Friday, October 1, 2010

What I Heard - Melody Cryns

Darkness enveloped us quickly at Plaskett Creek Park down at Big Sur where I’d gone for Burning Uke 8 – it was a Thursday night, so no big community music jammed was planned, just a group of people getting together to sing and play by the campfire. I fumbled around in the tent I got help setting up for stuff – it was so dark and I couldn’t really see anything. I could hear rustling outside and hear the ocean tide, though. I managed to find a flashlight and the special LED light, and the black case that had my purple music stand in it…and of course the Uke and the songbooks.

I just followed the music as I tripped a couple of times on uneven ground and a small hill towards the people playing and singing by a huge roaring fire. As I approached, suddenly a glowing set of lights in the shape of a ukulele high up on a tree lit up and everyone cheered.

“Welcome to Burning Uke!” I could hear someone say. Everyone cheered again – I saw shadows of people, most with ukes. Oh and there was that hyperactive hippie guy, Pat, whom I’d seen at the Santa Cruz Beach jams on Saturday mornings before – I couldn’t miss him even in the darkness with his bright-colored tie-dye on. He had this huge upright bass he’d made and he never stopped moving and dancing while he played. People sat on benches and folding chairs, some stood, music stands with yellow lights shined dully, and then there were the headlights that people wore on their heads that constantly moved. I didn’t feel comfortable with one of those headlights. Somehow my LED light and my books ended up sitting on a wooden picnic table and when it got completely dark, I couldn’t find them again – I hoped they wouldn’t get mixed with others. I finally stood up with my uke strapped on – thankful that I had a shoulder strap for it and looked on with a couple of other people huddled around a music stand, with someone’s head light (literally on people’s heads) guiding us as someone would call out a song number from our Santa Cruz ukulele songbooks.

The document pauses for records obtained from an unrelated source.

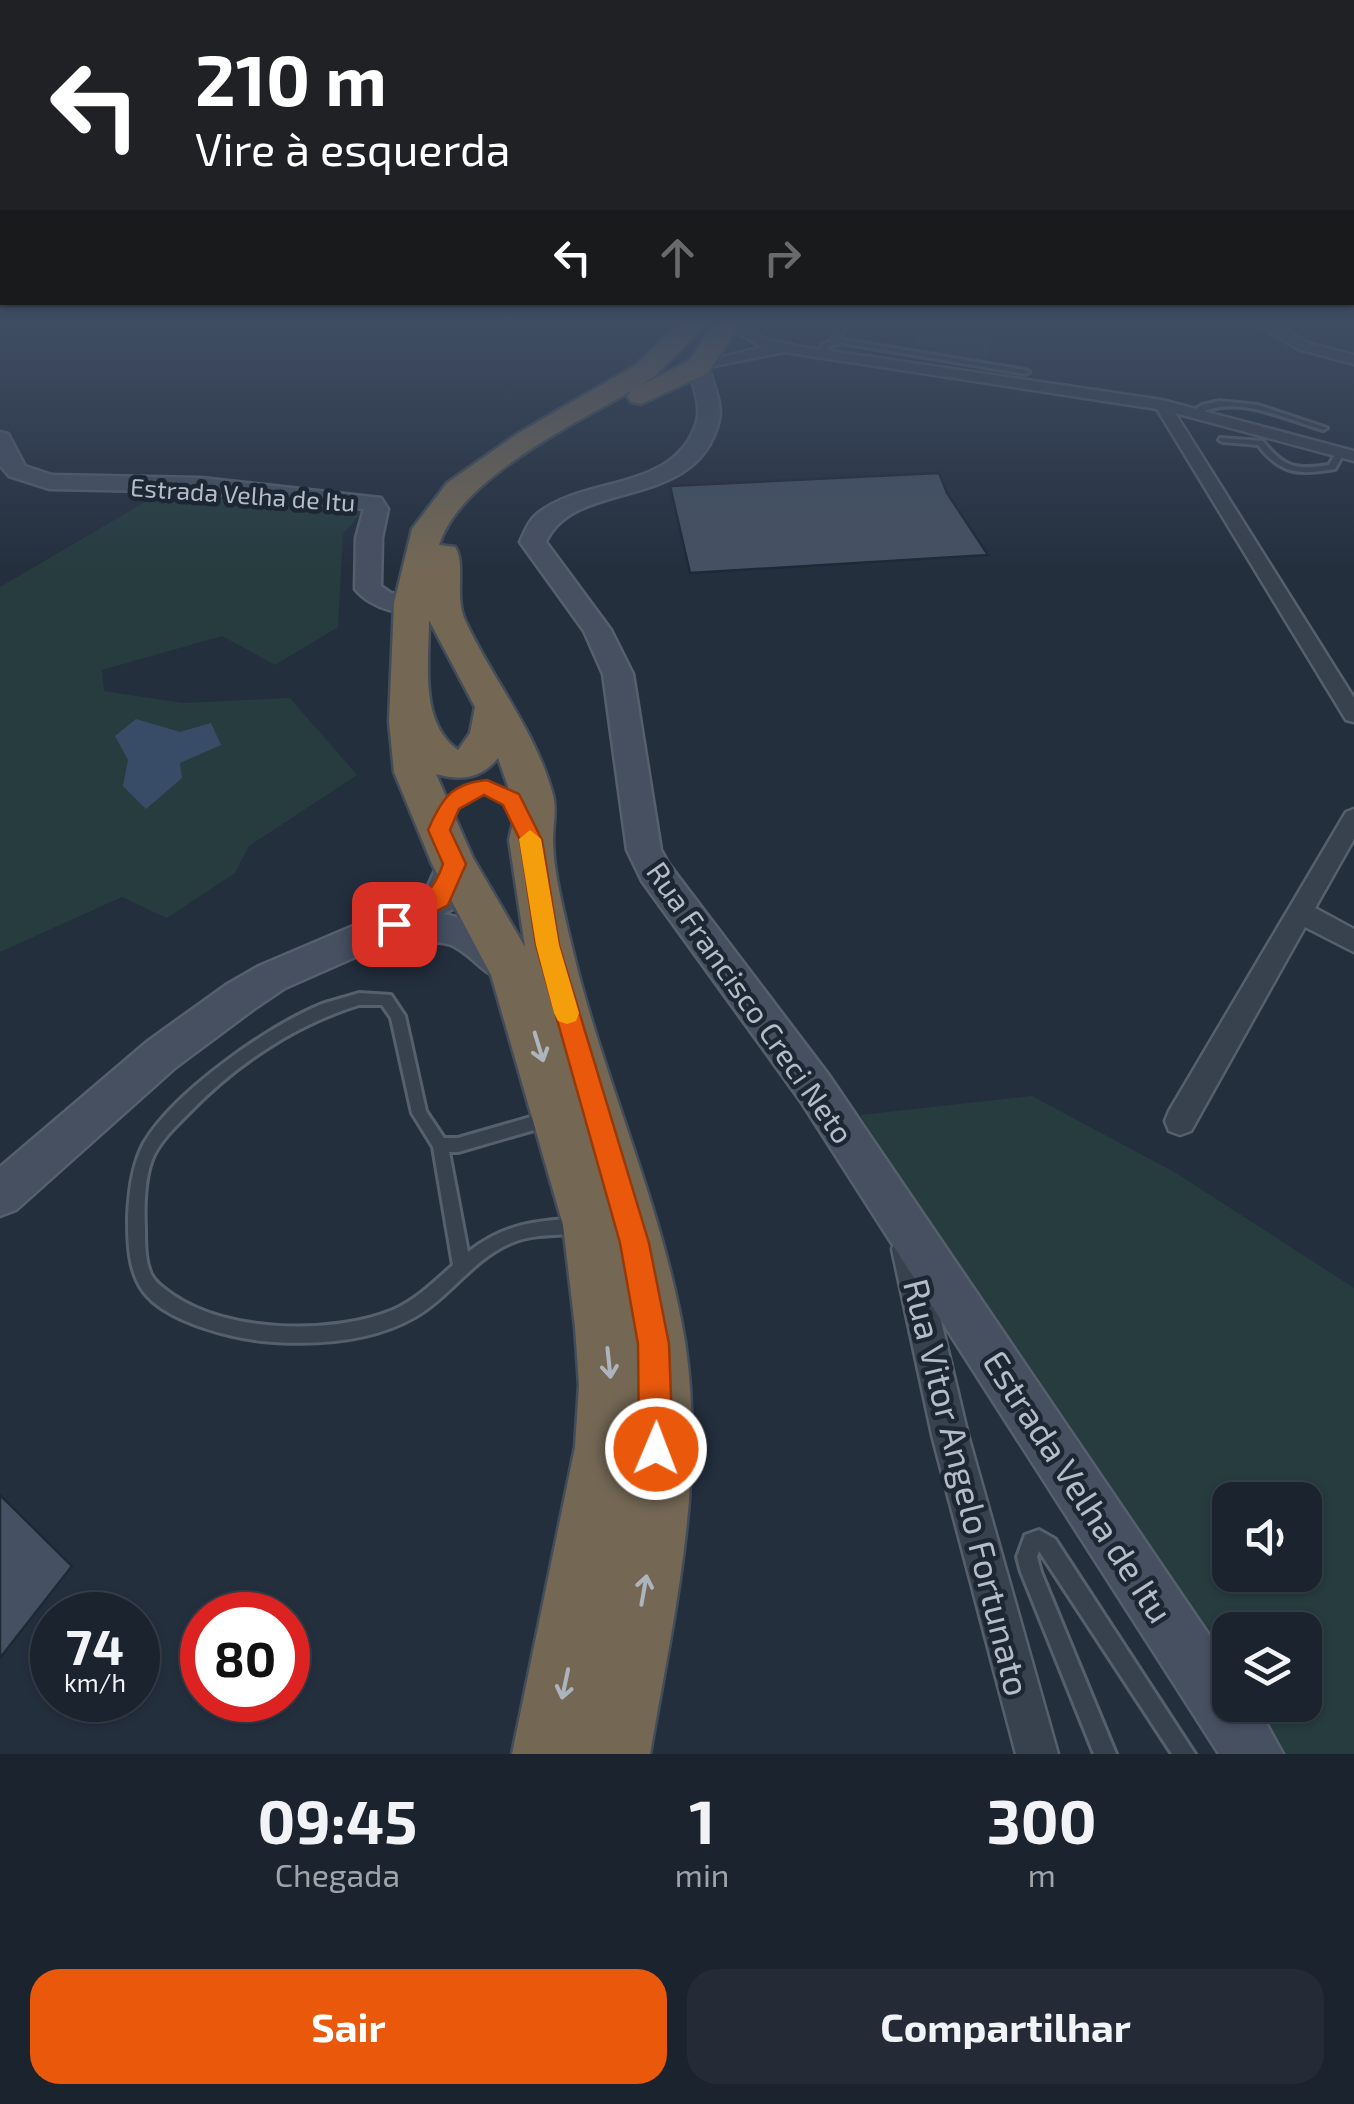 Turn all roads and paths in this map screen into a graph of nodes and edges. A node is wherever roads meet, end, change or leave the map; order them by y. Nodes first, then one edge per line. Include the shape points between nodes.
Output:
1 (587, 405) edge
2 (618, 405) edge
3 (707, 405) edge
4 (1155, 405) edge
5 (1201, 405) edge
6 (1241, 405) edge
7 (1162, 406) junction
8 (1192, 414) junction
9 (1324, 428) dead end
10 (0, 439) edge
11 (1223, 440) dead end
12 (1347, 454) edge
13 (412, 603) junction
14 (412, 694) junction
15 (493, 709) junction
16 (1354, 715) edge
17 (1354, 818) edge
18 (531, 840) junction
19 (447, 847) junction
20 (1298, 912) junction
21 (366, 938) junction
22 (1354, 941) edge
23 (514, 972) junction
24 (559, 1116) junction
25 (1180, 1121) dead end
26 (440, 1145) junction
27 (0, 1195) edge
28 (902, 1220) junction
29 (592, 1226) junction
30 (462, 1268) junction
31 (550, 1754) edge
32 (612, 1754) edge
33 (1038, 1754) edge
34 (1105, 1754) edge
35 (1184, 1754) edge
36 (1253, 1754) edge

1 - 13 highway via 458,490 428,529
2 - 15 highway via 531,452 489,486 447,542 440,588 445,616
3 - 28 main road, Rua Francisco Creci Neto via 699,442 676,470 548,515 533,542 598,630 618,674 638,820 654,871 814,1087
4 - 7 street
5 - 8 lane
6 - 9 lane
7 - 8 street
7 - 16 street
8 - 12 street
10 - 13 main road, Estrada Velha de Itu via 17,471 50,482 200,485 372,504 368,590 384,600
11 - 12 lane via 1260,443 1275,464 1304,472 1332,467
13 - 14 highway
14 - 15 highway via 422,733 448,766 480,754
14 - 19 highway via 416,772
15 - 18 highway via 532,795
17 - 20 street
18 - 19 highway via 511,800 474,789 450,804
32 -> 18 highway via 651,1546 658,1417 654,1344 634,1243 548,945
19 - 21 main road via 440,899
19 - 23 highway
20 - 22 street
20 - 25 street
21 - 23 main road via 452,927
21 - 27 main road via 272,978 225,1008
23 -> 24 highway
24 - 26 lane
24 - 29 highway
26 - 30 lane
26 - 30 lane via 419,1113 393,1006 376,997 292,1024 188,1100 148,1151 135,1216 142,1276 179,1308 231,1330 278,1334 394,1319
28 - 33 street, Rua Vitor Angelo Fortunato via 950,1435
28 - 36 main road, Estrada Velha de Itu
29 - 30 lane via 524,1230 480,1251
29 -> 31 highway via 611,1385 608,1447
34 - 35 lane via 1026,1558 1038,1540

Amid the campfire smoke blended with sea air, we sang and sang – and I played even when my hands felt too cold to strum or finger the chords, feeling the strings of the uke against me – I could see some of the ladies, two of them called “the Hula girls” whom I thought I recognized from Santa Cruz, dancing close to the campfire as we played song after song – some songs I knew and some I didn’t. I played them all and I didn’t care if my fingers got sore. I thought of my special friend Mike H. This was all because of him – he gave me a ukulele and now here I was surrounded by all these people at a campsite playing music. Who knew this would happen?

Mike H. had showed up at the monthly second Monday ukulele jam that I’d stumbled upon in July at my favorite coffee shop in Mountain View – I was thrilled to see the sign because I was still learning the ukulele chords from diagrams I downloaded from this website – amid having to move from Mountain View to San Jose and all the craziness of my life. Of course he dominated the entire jam of 40 to 50 people when he started to sing in his wonderfully loud booming voice, and he even grabbed my uke and strummed a couple of chords loudly and distinctly – those he could still finger even after the stroke paralyzed the left side of his body.

Dave F., who was running the jam shouted, “Why don’t you lead us on the next song? C’mon up!”

Mike, who had gone through a lot of trouble to wedge in right next to me, between me and this other guy who was trying to look at my songbook, maneuvering his cane, just smiled and waved and said, “It’s a lot of trouble for me to get up there. I’ll just lead from here.”

And so Mike H. led the whole group in the next song – I believe it was Stand by Me, and I strummed the rhythm on the uke as close to the way Mike H. strummed it as I could, thinking of how cool it would be if I could reach behind him and be his left hand and finger the chords while he strummed.

I thought of Mike H. while sitting there at the campsite in the darkness playing and singing – and I wished that he could be there with me. But he said he can’t camp anymore, that it’s too hard, and besides, it’s so hard because it bugs him that he can’t just pick up an instrument and play it.

This guy named Andy, who apparently was one of the founders of Burning Uke, played some really cool stuff on his tiny ukulele – he and his wife had traveled all the way from Hawaii to be here. It was so much fun – I wasn’t a spectator, I was playing right along with everyone else. When everyone finally decided it was time to go back to their tents to get ready for a long, serious weekend of workshops, jams and playing. With the fire going down and people with headlights and flashlights heading down the hill to their tents, I became a little frightened – I didn’t want to say anything to anyone, but how the heck was I going to find my stuff, get down the hill and find my tent? I could feel the dampness in the air as I managed to find my books which had become damp and my LED light. Carrying all of my things, I slowly made my way down the hill, trying to keep hold of my flashlight – towards the tents. I could hear people laughing and talking in the dark.

1 comment:

  1. You do such an excellent job of putting us in the moment here. I really feel as if I am at this festival with you, standing in the dark playing the uke! Here's what I loved the most, 'thinking of how cool it would be if I could reach behind him and be his left hand and finger the chords while he strummed.' That is such a lovely line, and such a lovely thought, it just keeps resonating with me.